## [Record set]

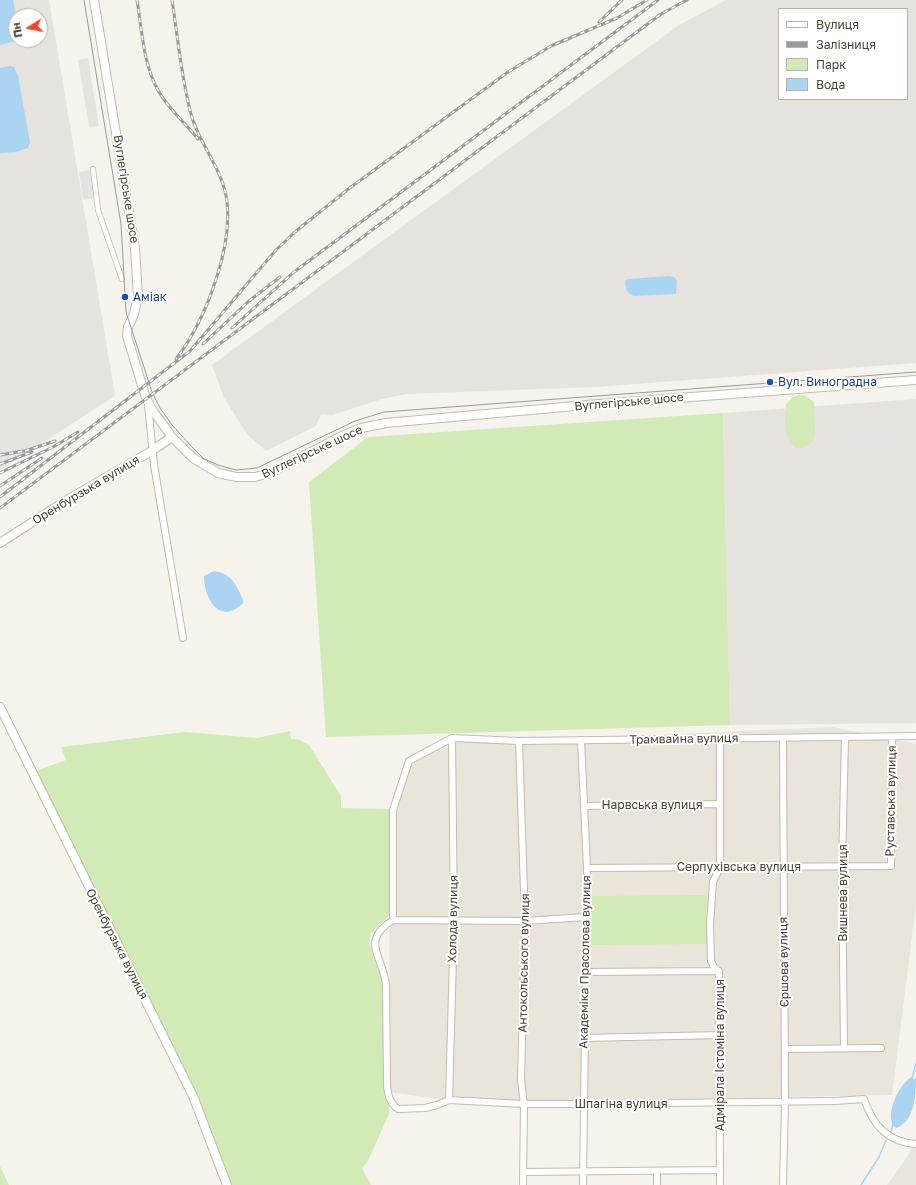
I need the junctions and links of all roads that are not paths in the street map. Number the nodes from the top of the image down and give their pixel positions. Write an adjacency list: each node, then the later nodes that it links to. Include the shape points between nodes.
1 (94, 0): 5 (street, Вуглегірське шосе, via 135,248 138,297 127,336)
2 (93, 169): 3 (street, via 98,210)
3 (122, 279)
4 (916, 380): 6 (street, Вуглегірське шосе, via 586,405 372,425 342,436 270,473 255,477 226,476 210,470 193,458)
5 (148, 402): 6 (street, Вуглегірське шосе); 7 (street)
6 (172, 437): 7 (street, Оренбурзька вулиця)
7 (152, 451): 8 (street, Оренбурзька вулиця, via 67,500); 9 (street)
8 (0, 544)
9 (183, 638)
10 (0, 707): 47 (street, Оренбурзька вулиця, via 193,1096)
11 (916, 736): 13 (street, Трамвайна вулиця)
12 (846, 737): 13 (street, Трамвайна вулиця); 16 (street, Трамвайна вулиця); 21 (street, Вишнева вулиця)
13 (892, 737): 22 (street, Руставська вулиця)
14 (452, 738): 18 (street, Трамвайна вулиця); 27 (street, via 409,761 393,810); 28 (street, Холода вулиця)
15 (720, 738): 16 (street, Трамвайна вулиця); 17 (street, Трамвайна вулиця); 19 (street, Адмірала Істоміна вулиця)
16 (783, 738): 24 (street, Єршова вулиця)
17 (581, 740): 18 (street, Трамвайна вулиця); 20 (street, Академіка Прасолова вулиця)
18 (519, 741): 29 (street, Антокольського вулиця)
19 (719, 804): 20 (street, Нарвська вулиця); 23 (street, Адмірала Істоміна вулиця)
20 (585, 806): 25 (street, Академіка Прасолова вулиця)
21 (842, 866): 22 (street, Серпухівська вулиця); 24 (street, Серпухівська вулиця); 34 (street, Вишнева вулиця)
22 (891, 866)
23 (720, 867): 24 (street, Серпухівська вулиця); 25 (street, Серпухівська вулиця); 30 (street, Адмірала Істоміна вулиця, via 714,882 710,924 711,961)
24 (783, 867): 36 (street, Єршова вулиця)
25 (587, 868): 26 (street, Академіка Прасолова вулиця)
26 (585, 917): 29 (street); 31 (street, Академіка Прасолова вулиця)
27 (393, 920): 28 (street); 37 (street, Шпагіна вулиця, via 378,931 374,944 384,970 386,984 390,1102 398,1109 425,1108)
28 (454, 921): 29 (street); 37 (street, Холода вулиця)
29 (526, 921): 40 (street, Антокольського вулиця, via 521,1080)
30 (720, 971): 31 (street); 32 (street, Адмірала Істоміна вулиця)
31 (584, 972): 33 (street, Академіка Прасолова вулиця)
32 (720, 1035): 33 (street); 39 (street, Адмірала Істоміна вулиця)
33 (584, 1038): 41 (street, Академіка Прасолова вулиця)
34 (844, 1048): 35 (street); 36 (street)
35 (881, 1048)
36 (785, 1049): 38 (street, Єршова вулиця)
37 (449, 1100): 40 (street, Шпагіна вулиця)
38 (785, 1102): 39 (street, Шпагіна вулиця); 42 (street, Шпагіна вулиця, via 864,1099 869,1114 890,1138 902,1143); 52 (street, Єршова вулиця)
39 (721, 1103): 41 (street, Шпагіна вулиця); 43 (street, Адмірала Істоміна вулиця)
40 (524, 1104): 41 (street, Шпагіна вулиця); 45 (street, Антокольського вулиця)
41 (583, 1104): 46 (street, Академіка Прасолова вулиця)
42 (916, 1144)
43 (720, 1170): 44 (street); 51 (street, Адмірала Істоміна вулиця)
44 (657, 1171): 46 (street); 50 (street)
45 (524, 1172): 46 (street); 48 (street, Антокольського вулиця)
46 (583, 1173): 49 (street, Академіка Прасолова вулиця)
47 (227, 1185)
48 (524, 1185)
49 (583, 1185)
50 (657, 1185)
51 (720, 1185)
52 (783, 1185)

## [What is required]
Respond with one number only: how many lines of the data contain "Трамвайна".

## [Solution to the problem]
5